ARTICLE. À Heidelberg le mois dernier, le Premier ministre polonais, Mateusz Morawiecki, a livré une attaque en règle contre la technocratie bruxelloise fédéraliste et a plaidé en faveur d’une Europe des nations. Une vision assez éloignée du projet européen prôné par Emmanuel Macron.
On s’en doutait, la Pologne risquait assez peu de se rapprocher de la vision européenne de la France d’Emmanuel Macron, celle qui invoque une souveraineté européenne qui n’existe pas, et qui invite à penser en Européen. À l’est de l’Union européenne, on préfère vanter les mérites d’une Europe des nations fortes. C’est la vision partagée par le Premier ministre polonais, Mateusz Morawiecki, le 20 mars 2023 à Heidelberg, dans un discours retranscrit sur le site Le Grand Continent, qui a marché dans les pas de celui d’Emmanuel Macron sur le projet européen exprimé le 22 janvier à Cologne.
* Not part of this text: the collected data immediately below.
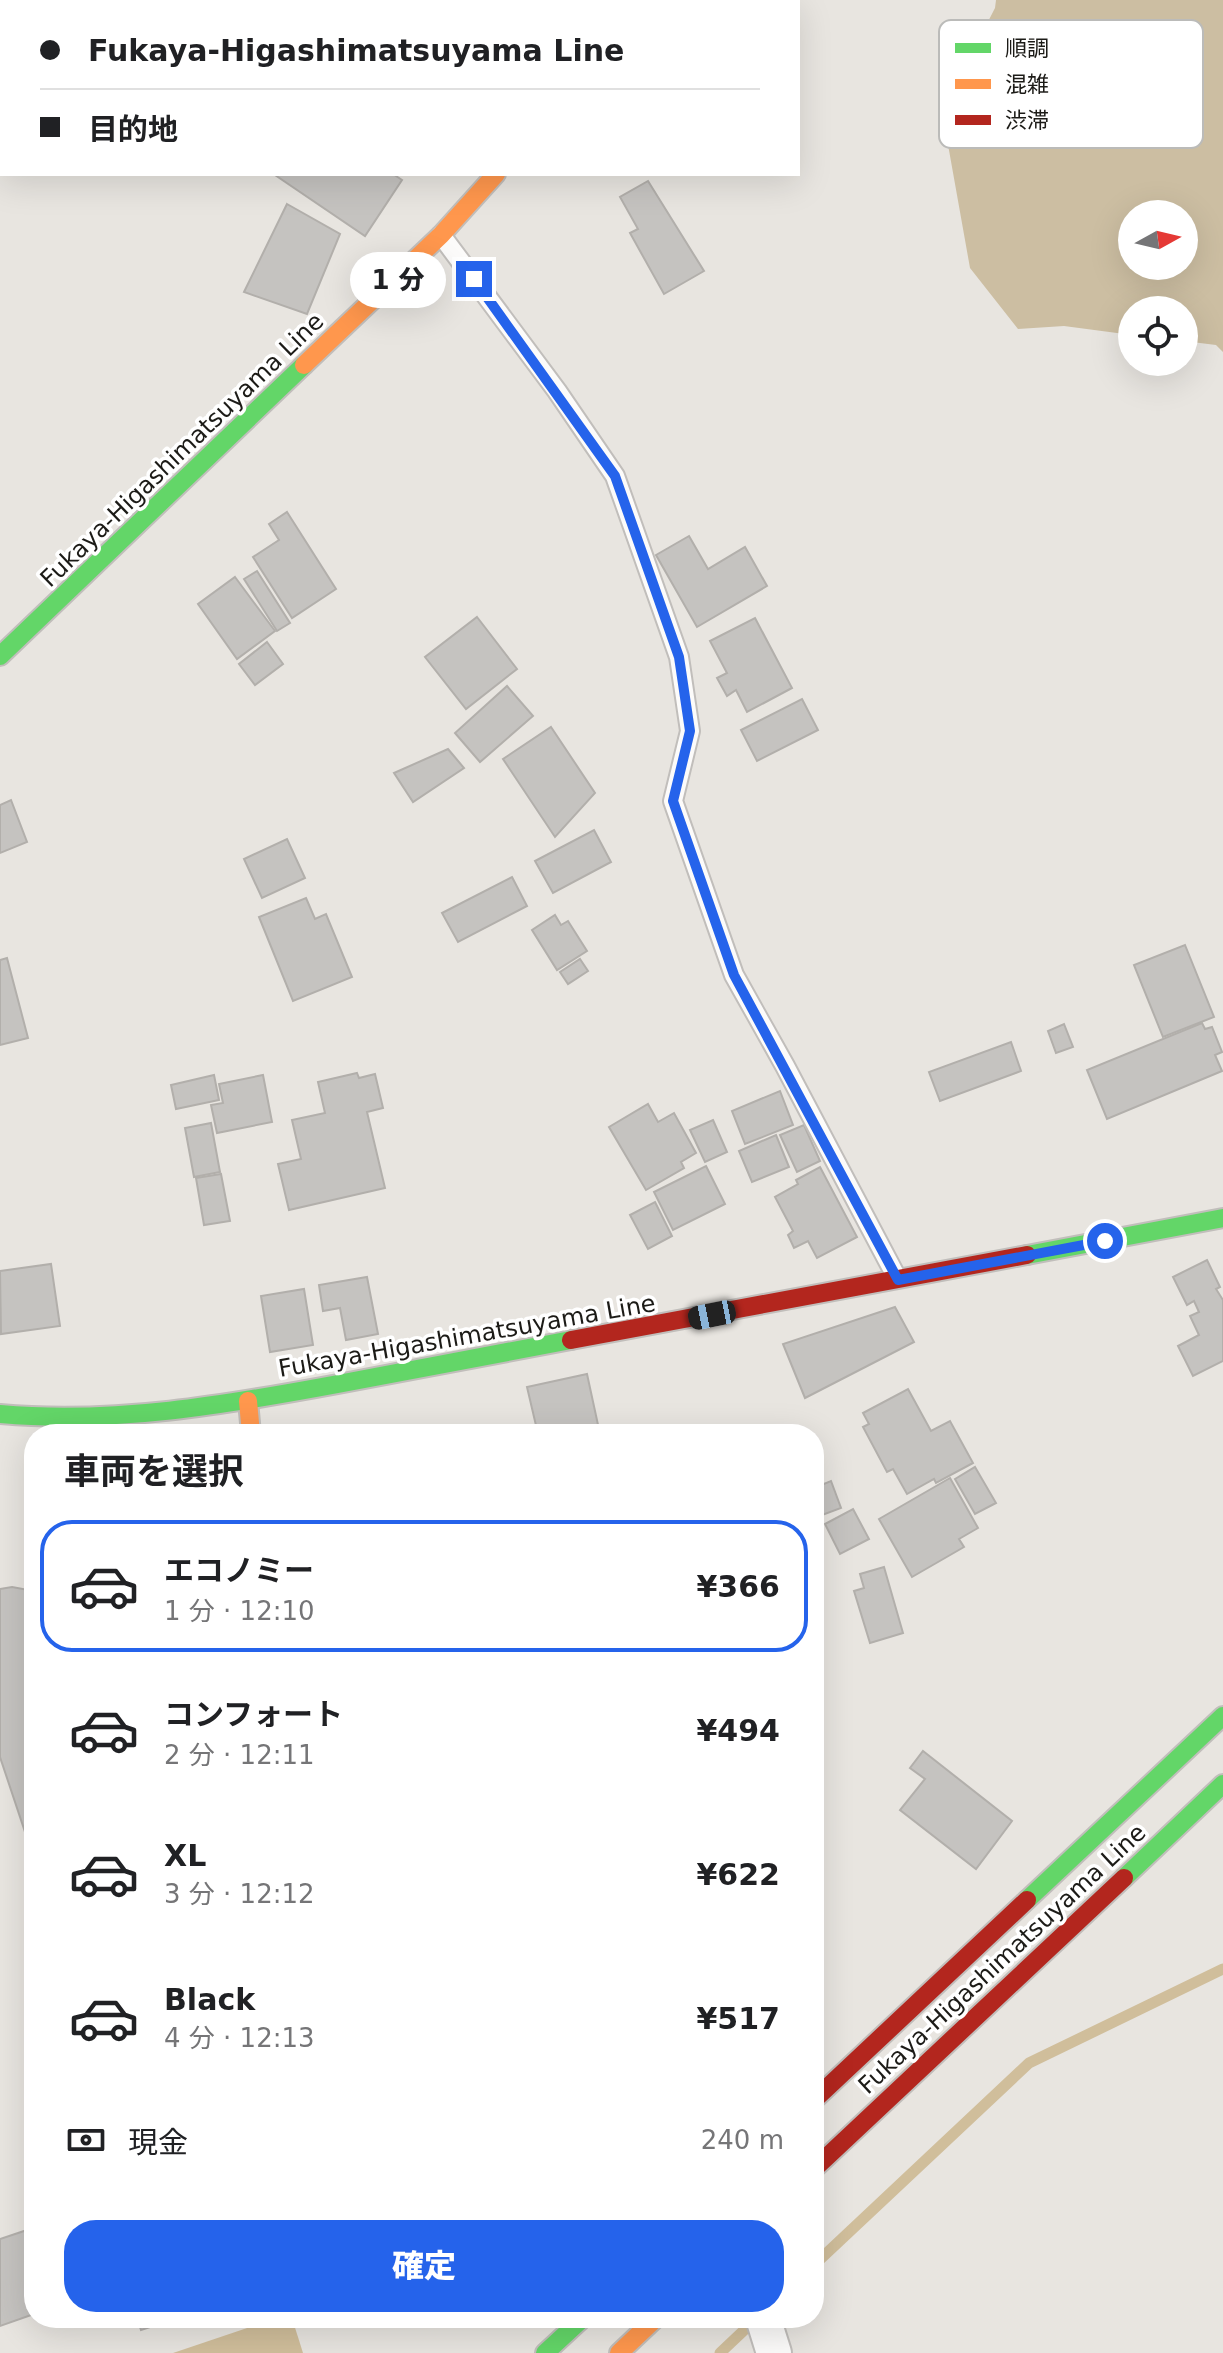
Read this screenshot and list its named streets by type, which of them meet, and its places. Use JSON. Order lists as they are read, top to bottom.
{
  "streets": {
    "main road": ["Fukaya-Higashimatsuyama Line"]
  },
  "legend": ["順調", "混雑", "渋滞"],
  "north": "right",
  "page": {
    "banner": ["Fukaya-Higashimatsuyama Line", "目的地"],
    "bubble": "1 分",
    "heading": "車両を選択",
    "list": [
      {
        "name": "エコノミー",
        "note": "1 分 · 12:10",
        "value": "¥366"
      },
      {
        "name": "コンフォート",
        "note": "2 分 · 12:11",
        "value": "¥494"
      },
      {
        "name": "XL",
        "note": "3 分 · 12:12",
        "value": "¥622"
      },
      {
        "name": "Black",
        "note": "4 分 · 12:13",
        "value": "¥517"
      }
    ],
    "pay": ["現金", "240 m"],
    "buttons": "確定"
  }
}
Celui qui est en fonction depuis novembre 2019 a un adversaire : Bruxelles et sa bureaucratie. « Lors de la crise de la dette » en 2008, « nous avons constaté un conflit évident entre les pays du sud de l’Europe, la Grèce, l’Italie et l’Espagne », et « les institutions supranationales qui prenaient des décisions économiques en leur nom sans mandat démocratique » rappelle le Premier ministre polonais qui estime alors que l’Union européenne a « rencontré les limites de la gouvernance supranationale en Europe ». L’homme fort de Varsovie va jusqu’à dénoncer une « utopie technocratique » et un « néo-impérialisme, qui a déjà été discrédité par l’histoire moderne ».
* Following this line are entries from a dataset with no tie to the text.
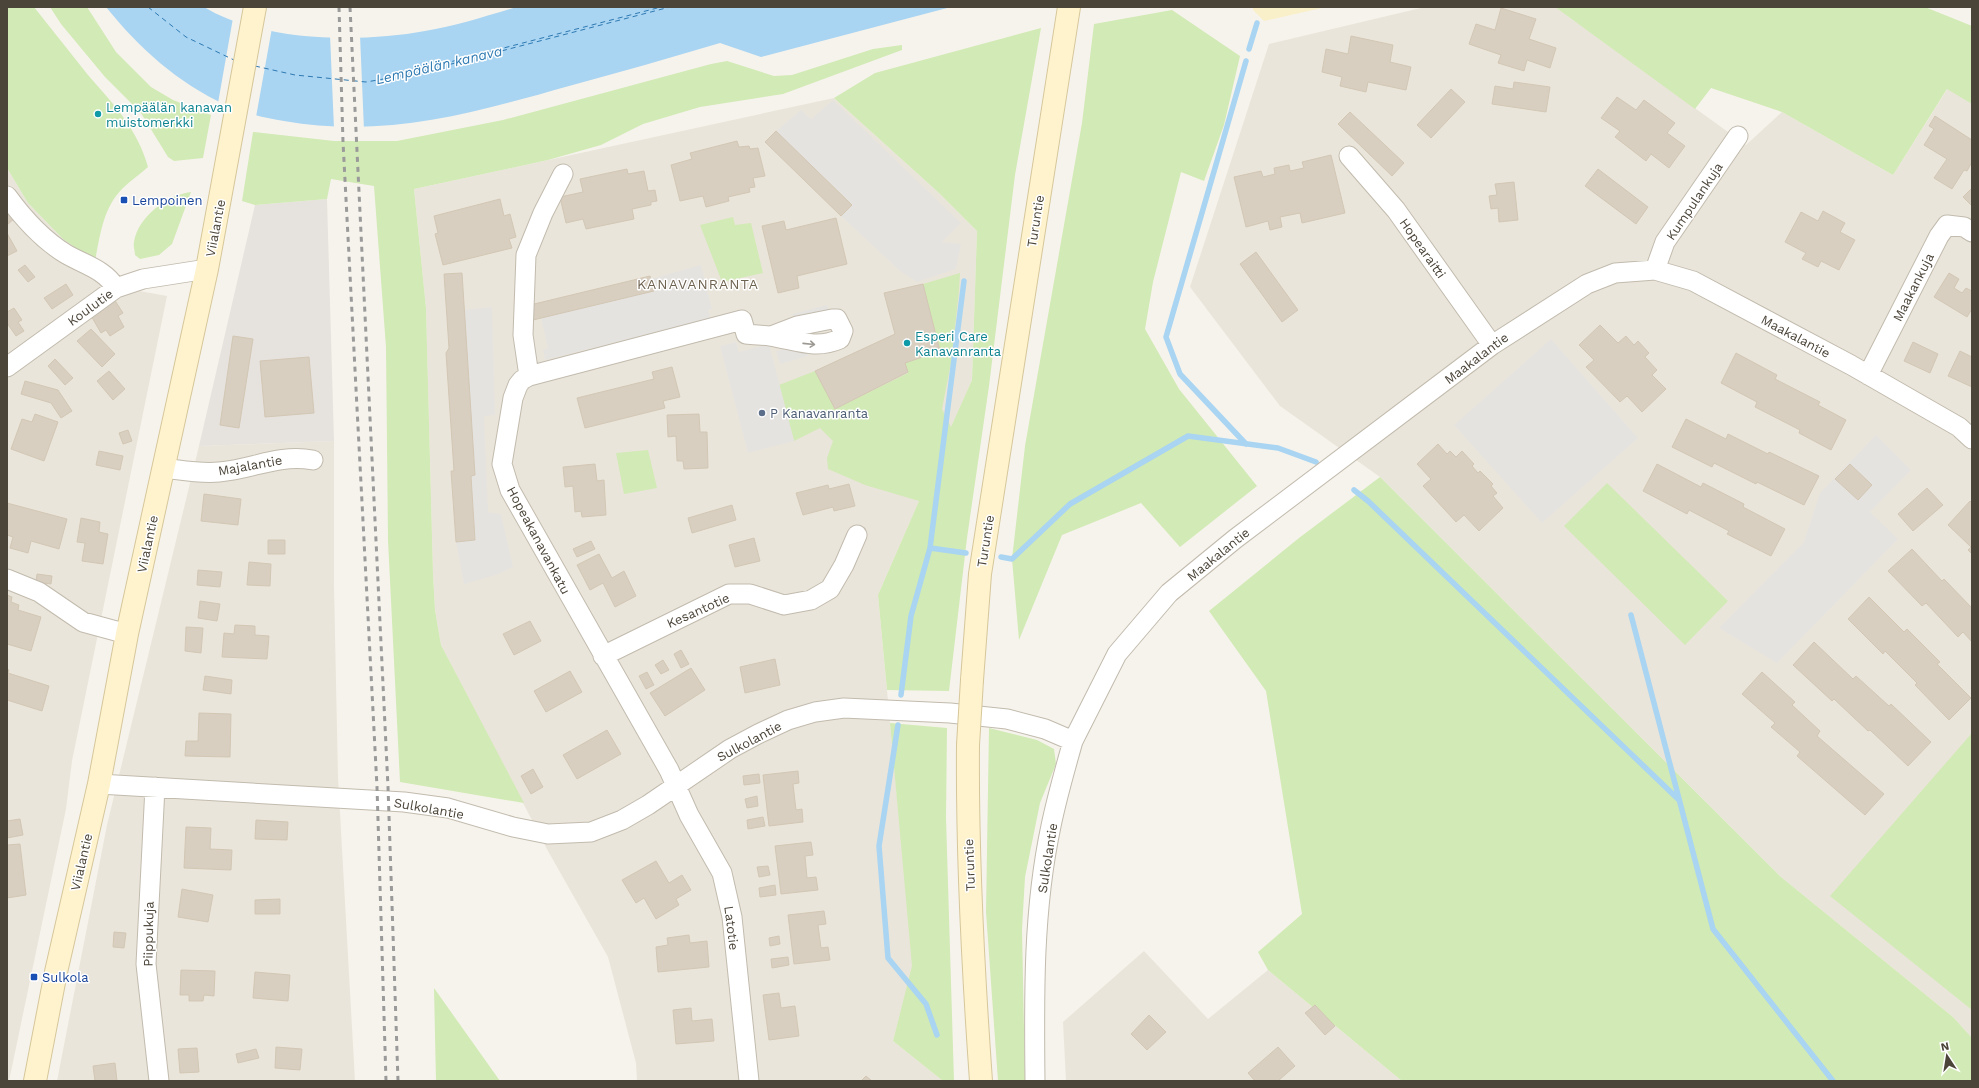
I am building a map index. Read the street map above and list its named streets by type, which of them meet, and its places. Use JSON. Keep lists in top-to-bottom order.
{
  "streets": {
    "main road": ["Turuntie", "Viialantie"],
    "street": [
      "Kumpulankuja",
      "Hopearaitti",
      "Maakankuja",
      "Koulutie",
      "Maakalantie",
      "Majalantie",
      "Hopeakanavankatu",
      "Kesantotie",
      "Sulkolantie",
      "Latotie",
      "Piippukuja"
    ]
  },
  "crossings": [
    ["Kumpulankuja", "Maakalantie"],
    ["Viialantie", "Koulutie"],
    ["Viialantie", "Majalantie"],
    ["Viialantie", "Sulkolantie"],
    ["Hopearaitti", "Maakalantie"],
    ["Maakankuja", "Maakalantie"],
    ["Maakalantie", "Sulkolantie"],
    ["Hopeakanavankatu", "Kesantotie"],
    ["Hopeakanavankatu", "Sulkolantie"],
    ["Hopeakanavankatu", "Latotie"],
    ["Sulkolantie", "Latotie"],
    ["Sulkolantie", "Piippukuja"]
  ],
  "districts": ["KANAVANRANTA"],
  "water": ["Lempäälän kanava"],
  "places": {
    "other": ["Lempäälän kanavan muistomerkki", "Esperi Care Kanavanranta", "P Kanavanranta"],
    "transit": ["Lempoinen", "Sulkola"]
  },
  "north": "top"
}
Mateusz Morawiecki y voit même la trace d’un « court chemin » pour que « l’UE devienne une autocratie bureaucratique ». Il met alors en garde « tous ceux qui veulent créer un super-État gouverné par une élite restreinte », tacle à peine déguisé en direction du président français et de sa vision européenne. La représentation d’un peuple européen unifié n’a pas la faveur du Premier ministre polonais qui alerte : si « nous ignorons les différences culturelles, le résultat sera l’affaiblissement de l’Europe et une série de révoltes », car, « la tentative d’unifier artificiellement l’Europe au nom de l’abolition des différences nationales et politiques conduira en pratique au chaos et aux conflits entre Européens ».
« l’Europe devrait être une cathédrale du bien »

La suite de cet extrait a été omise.